*Instructions for the task*. Extract each line holding the word "meet" from the entries.

-------- Recorded data

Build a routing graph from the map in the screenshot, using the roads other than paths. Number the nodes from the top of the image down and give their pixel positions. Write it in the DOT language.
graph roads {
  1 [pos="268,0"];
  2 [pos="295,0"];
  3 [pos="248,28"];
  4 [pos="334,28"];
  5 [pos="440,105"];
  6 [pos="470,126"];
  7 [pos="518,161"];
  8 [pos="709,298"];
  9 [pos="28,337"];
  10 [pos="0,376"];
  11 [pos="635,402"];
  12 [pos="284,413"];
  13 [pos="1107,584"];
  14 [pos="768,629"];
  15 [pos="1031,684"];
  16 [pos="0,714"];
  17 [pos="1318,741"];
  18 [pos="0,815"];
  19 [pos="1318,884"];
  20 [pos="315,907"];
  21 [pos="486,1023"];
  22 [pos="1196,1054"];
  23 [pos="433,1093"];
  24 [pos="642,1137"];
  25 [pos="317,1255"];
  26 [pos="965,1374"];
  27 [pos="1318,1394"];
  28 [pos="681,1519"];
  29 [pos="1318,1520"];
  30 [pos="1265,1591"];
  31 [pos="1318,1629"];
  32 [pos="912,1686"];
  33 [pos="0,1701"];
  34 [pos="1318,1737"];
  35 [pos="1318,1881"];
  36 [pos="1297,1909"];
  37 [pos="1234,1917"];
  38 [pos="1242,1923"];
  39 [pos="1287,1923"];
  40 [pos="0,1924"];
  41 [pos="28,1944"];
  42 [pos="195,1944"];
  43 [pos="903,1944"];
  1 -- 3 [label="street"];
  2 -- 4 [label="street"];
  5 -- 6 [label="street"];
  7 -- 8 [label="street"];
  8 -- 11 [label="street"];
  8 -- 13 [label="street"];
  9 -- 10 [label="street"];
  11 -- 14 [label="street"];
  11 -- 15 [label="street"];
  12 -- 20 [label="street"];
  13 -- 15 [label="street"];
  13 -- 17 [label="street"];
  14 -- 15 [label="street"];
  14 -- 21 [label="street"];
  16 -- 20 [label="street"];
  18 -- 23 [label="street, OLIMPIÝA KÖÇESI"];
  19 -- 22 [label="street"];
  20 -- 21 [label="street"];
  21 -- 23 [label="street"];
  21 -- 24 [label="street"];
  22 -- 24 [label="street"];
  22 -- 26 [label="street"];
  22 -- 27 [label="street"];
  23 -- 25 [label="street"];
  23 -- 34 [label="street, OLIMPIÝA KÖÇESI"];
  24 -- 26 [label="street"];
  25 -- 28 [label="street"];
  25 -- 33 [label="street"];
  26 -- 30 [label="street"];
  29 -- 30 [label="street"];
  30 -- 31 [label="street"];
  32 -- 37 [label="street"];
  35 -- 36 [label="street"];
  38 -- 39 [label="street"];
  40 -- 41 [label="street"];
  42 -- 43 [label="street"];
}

----------------
-------- Recorded data

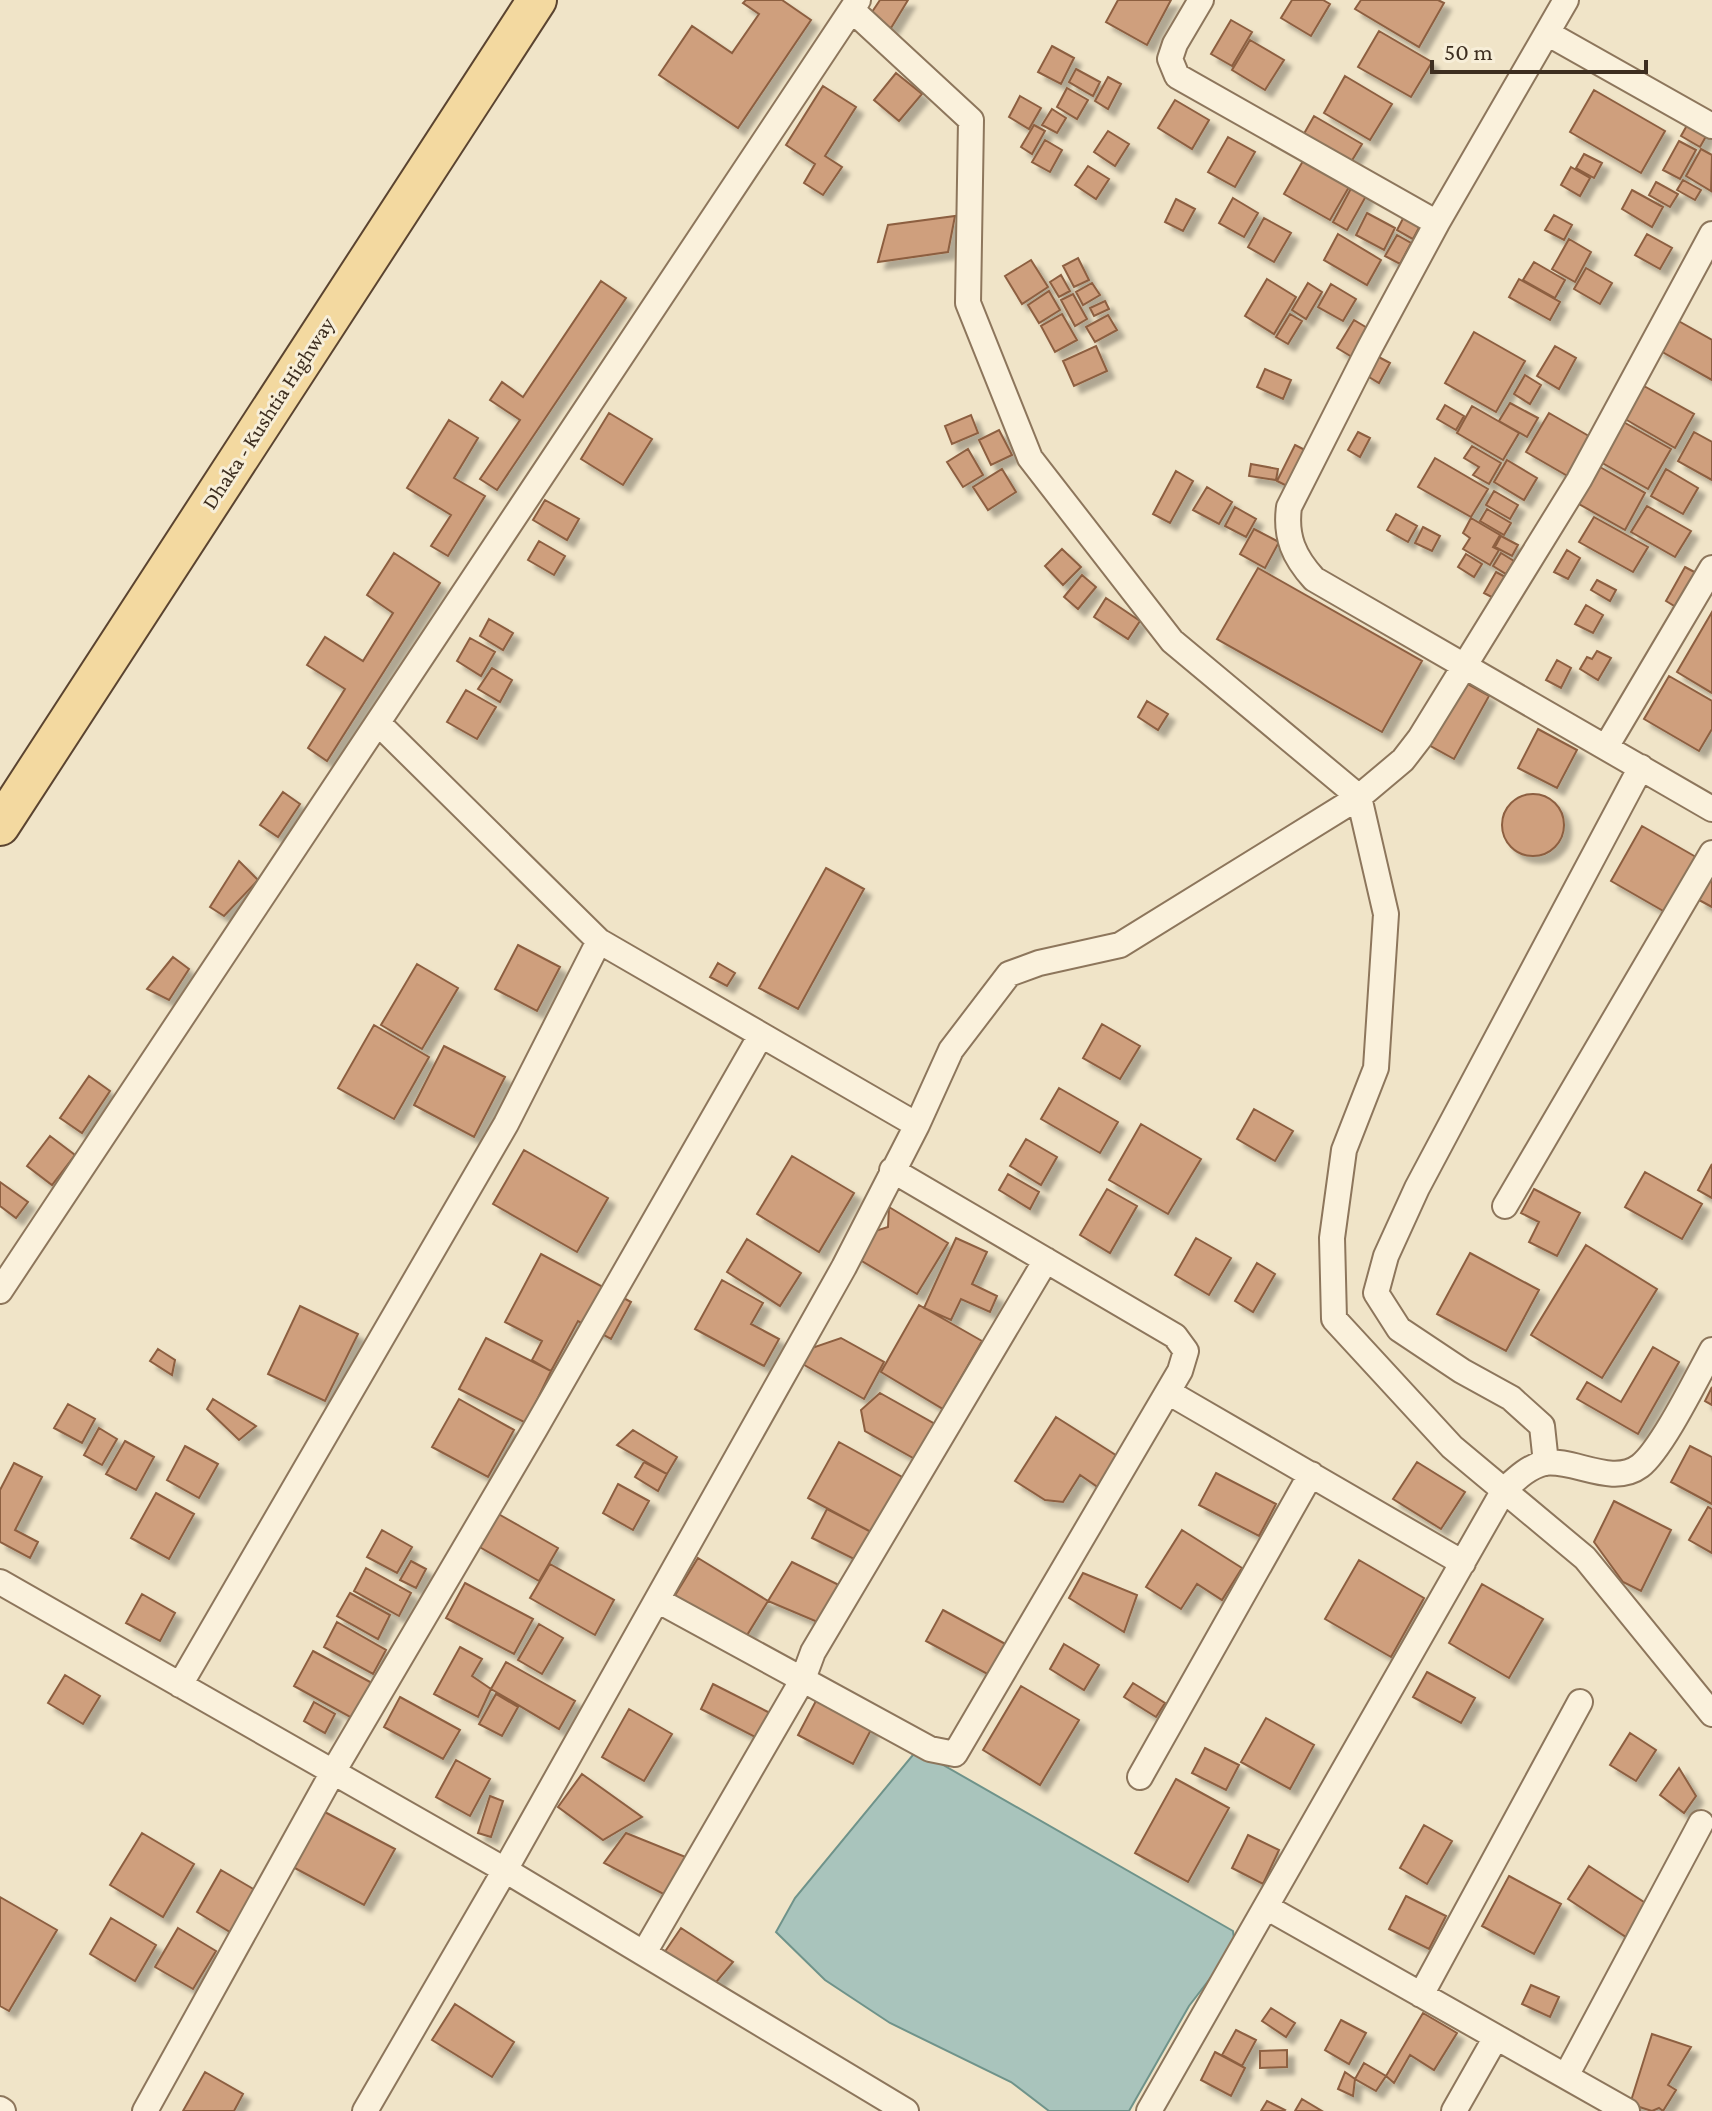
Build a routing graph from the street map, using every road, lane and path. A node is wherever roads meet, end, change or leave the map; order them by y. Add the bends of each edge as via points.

----------------
-------- Recorded data

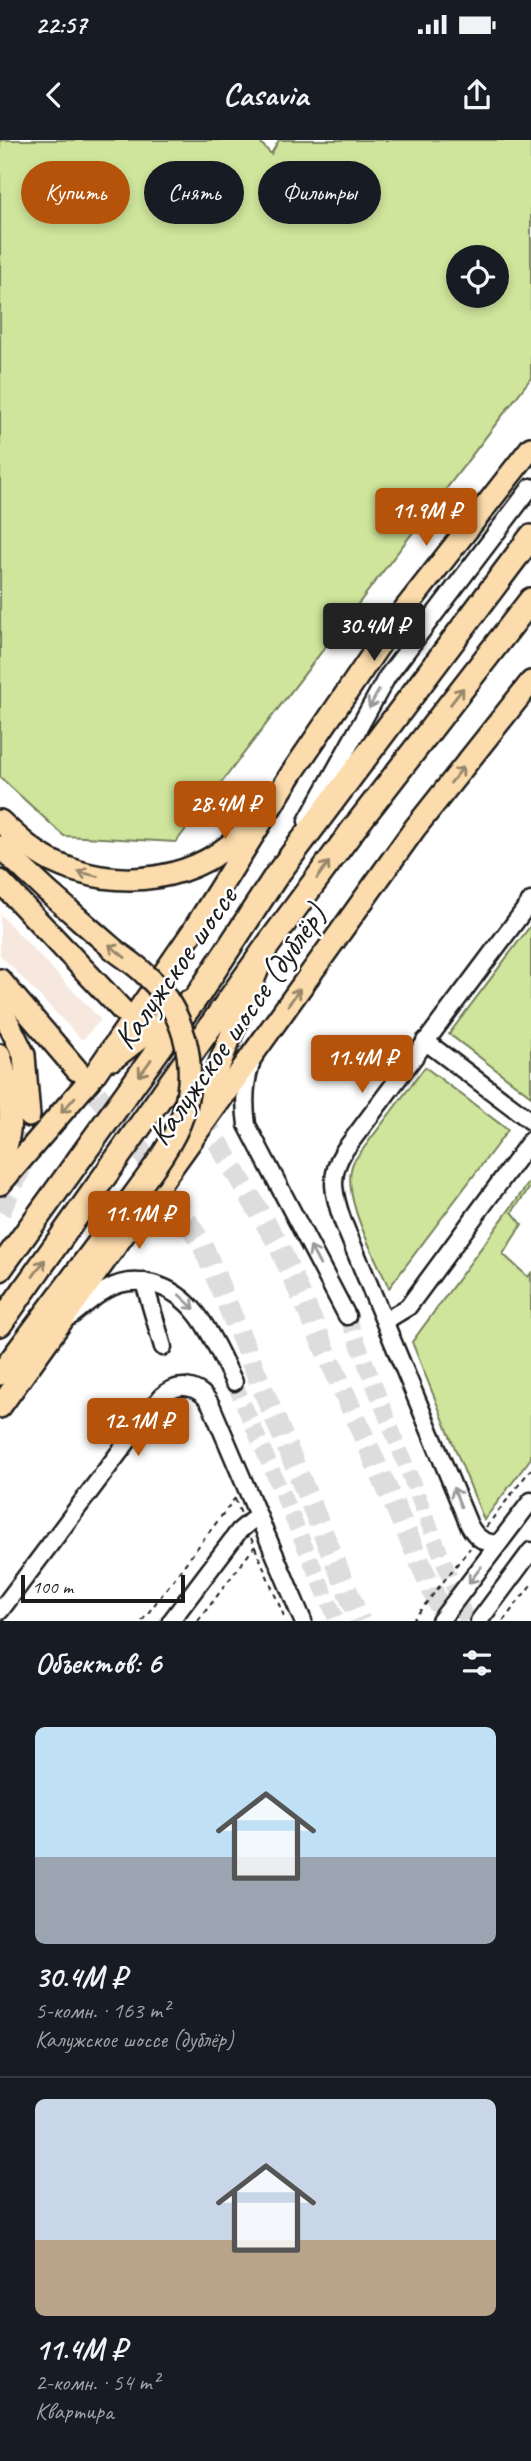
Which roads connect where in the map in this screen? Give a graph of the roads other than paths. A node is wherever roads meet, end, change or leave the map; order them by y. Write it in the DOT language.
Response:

----------------

*Your response*.
Build a routing graph from the street map, using every road, lane and path. A node is wherever roads meet, end, change or leave the map; order them by y. Add the bends of each edge as via points.
Which roads connect where in the map in this screen? Give a graph of the roads other than paths. A node is wherever roads meet, end, change or leave the map; order them by y. Write it in the DOT language.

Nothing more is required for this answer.